One of New Zealand's proudest rugby provinces is witnessing the decline and fall of the national game within its borders, and is hardly raising a whimper. That's the message beaming loud and clear out of Otago in the last week after the Highlanders hugely successful foray into Palmerston North, and the increasingly well-organised opposition to the proposed new stadium in Dunedin.
Vic Cavanagh and Charlie Saxton will be turning in their graves. Chris Laidlaw and Earle Kirton, Laurie Mains and Duncan Robertson, Mike Brewer and Mark Ellis, Anton Oliver and Carl Hayman, Otago legends all, must wonder from afar just how it's come to this.
The province will soon be under severe pressure to retain a Super Rugby franchise unless there's a significant bump in home attendance numbers and, if the "Stop the Stadium" faction has its way, there will never be an All Black test of any significance played in the city again.
The NZRU's comments at the time it allocated the June 13 match against France to Carisbrook suggested it won't be putting up with that sub-standard old ground for much longer and that a new facility has to be built. Otherwise the country's best known team won't be back. Significantly the 2011 Rugby World Cup schedule has the All Blacks playing in other main centres but not Dunedin.
Wonder why? I have southern blood in my veins. My formative years were all in Otago and Southland. I love the south, still have family there and visit often. Yet when it comes to the national game, I fear Dunedin is headed to backwater status, barely on a level with those paragons of provincialism Palmerston North, Napier and New Plymouth.
Maybe that's how locals want it. The great days of Otago rugby were all in the amateur era when an annual wave of young scholar-athletes descended from the north to Otago University.
They filtered through to the legendary Varsity A which always seemed to win the Dunedin club competition, and then on to the dark blues of Otago.
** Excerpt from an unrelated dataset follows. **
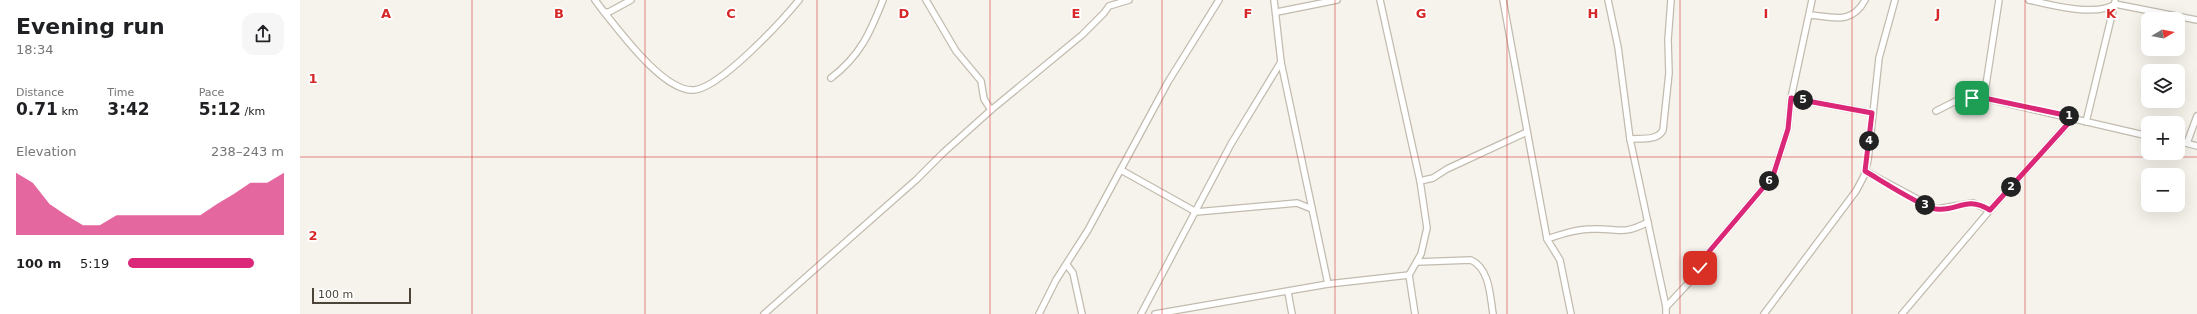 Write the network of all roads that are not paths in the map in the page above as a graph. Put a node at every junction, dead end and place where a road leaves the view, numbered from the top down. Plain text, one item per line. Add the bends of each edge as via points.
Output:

Mix them with the local products out of Southern and Pirates, add the tough boys from the country and there was a pretty potent and competitive Otago provincial team for generations.
Now Dunedin seems to have fewer and fewer fans prepared to go and watch any sort of rugby in the flesh.
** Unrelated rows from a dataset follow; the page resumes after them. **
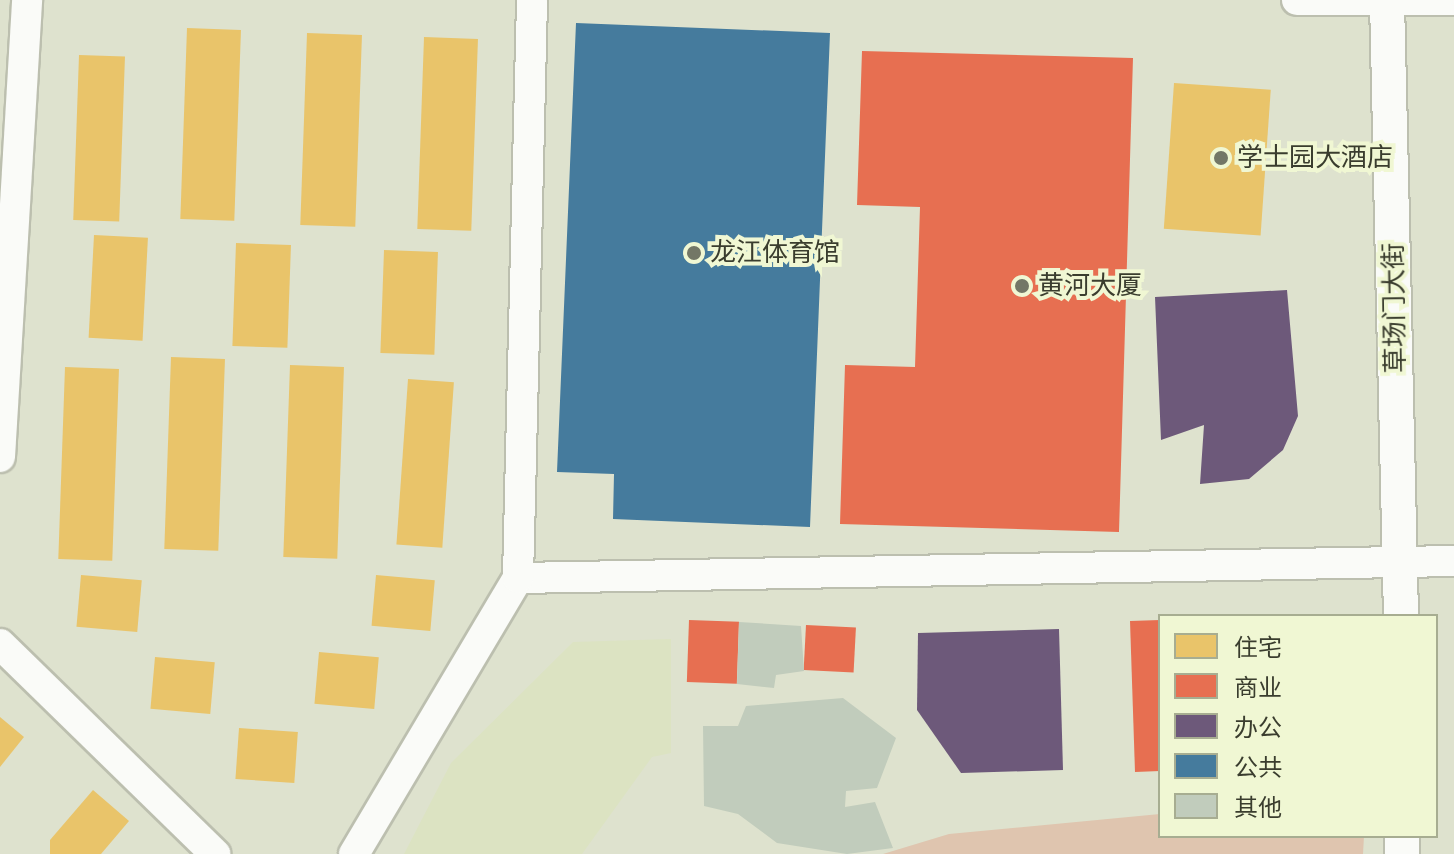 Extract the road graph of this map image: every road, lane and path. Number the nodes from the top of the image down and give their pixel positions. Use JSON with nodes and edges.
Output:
{"nodes":[{"id":1,"x":27,"y":0,"type":"edge"},
{"id":2,"x":532,"y":0,"type":"edge"},
{"id":3,"x":1297,"y":0,"type":"edge"},
{"id":4,"x":1387,"y":0,"type":"edge"},
{"id":5,"x":1454,"y":0,"type":"edge"},
{"id":6,"x":0,"y":457,"type":"edge"},
{"id":7,"x":1401,"y":561,"type":"junction"},
{"id":8,"x":1454,"y":561,"type":"edge"},
{"id":9,"x":518,"y":578,"type":"junction"},
{"id":10,"x":1401,"y":614,"type":"edge"},
{"id":11,"x":0,"y":644,"type":"edge"},
{"id":12,"x":215,"y":854,"type":"edge"},
{"id":13,"x":354,"y":854,"type":"edge"}],
"edges":[{"from":1,"to":6,"type":"street"},
{"from":2,"to":9,"type":"street"},
{"from":3,"to":4,"type":"street"},
{"from":4,"to":5,"type":"street"},
{"from":4,"to":7,"type":"main road","name":"草场门大街"},
{"from":7,"to":8,"type":"street"},
{"from":7,"to":9,"type":"street"},
{"from":7,"to":10,"type":"main road","name":"草场门大街"},
{"from":9,"to":13,"type":"street"},
{"from":11,"to":12,"type":"street"}]}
It's really not surprising when the nights are as cold as they are, even in the autumn, and the city's home ground is an unsophisticated patchwork of facilities nowhere near the standard of stadiums in Hamilton or Wellington.
It's obvious from afar that if rugby is to be re-ignited in Dunedin, and in the entire Otago region, then this new stadium just has to be built.
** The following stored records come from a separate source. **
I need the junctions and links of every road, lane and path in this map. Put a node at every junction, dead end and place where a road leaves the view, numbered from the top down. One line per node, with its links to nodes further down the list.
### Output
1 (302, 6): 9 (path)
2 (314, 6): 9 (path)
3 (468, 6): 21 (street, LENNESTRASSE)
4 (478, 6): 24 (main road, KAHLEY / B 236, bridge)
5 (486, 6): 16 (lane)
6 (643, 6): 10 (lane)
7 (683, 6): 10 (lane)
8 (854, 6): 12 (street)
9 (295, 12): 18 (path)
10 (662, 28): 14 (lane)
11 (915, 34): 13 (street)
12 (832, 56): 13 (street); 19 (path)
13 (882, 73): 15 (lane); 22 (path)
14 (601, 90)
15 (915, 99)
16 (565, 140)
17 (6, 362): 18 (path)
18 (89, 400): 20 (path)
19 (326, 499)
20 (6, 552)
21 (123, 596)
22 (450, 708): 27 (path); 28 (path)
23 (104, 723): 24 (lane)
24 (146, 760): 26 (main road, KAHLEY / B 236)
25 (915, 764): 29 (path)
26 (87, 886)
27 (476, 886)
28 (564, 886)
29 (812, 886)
The city needs to inject some enthusiasm back into its rugby fan base. Build a place where it's comfortable to watch games, even on the coldest of nights, where the All Blacks can play the Wallabies.
The vehement opposition at the Town Hall meeting last Sunday night was based around the $200 million price tag and the likely burden on the Dunedin ratepayer. But it will never be less expensive to build than right now. And if the ratepayer contribution is only $66 a year, surely $1.26 a week is worth it to have a stadium to be proud of ?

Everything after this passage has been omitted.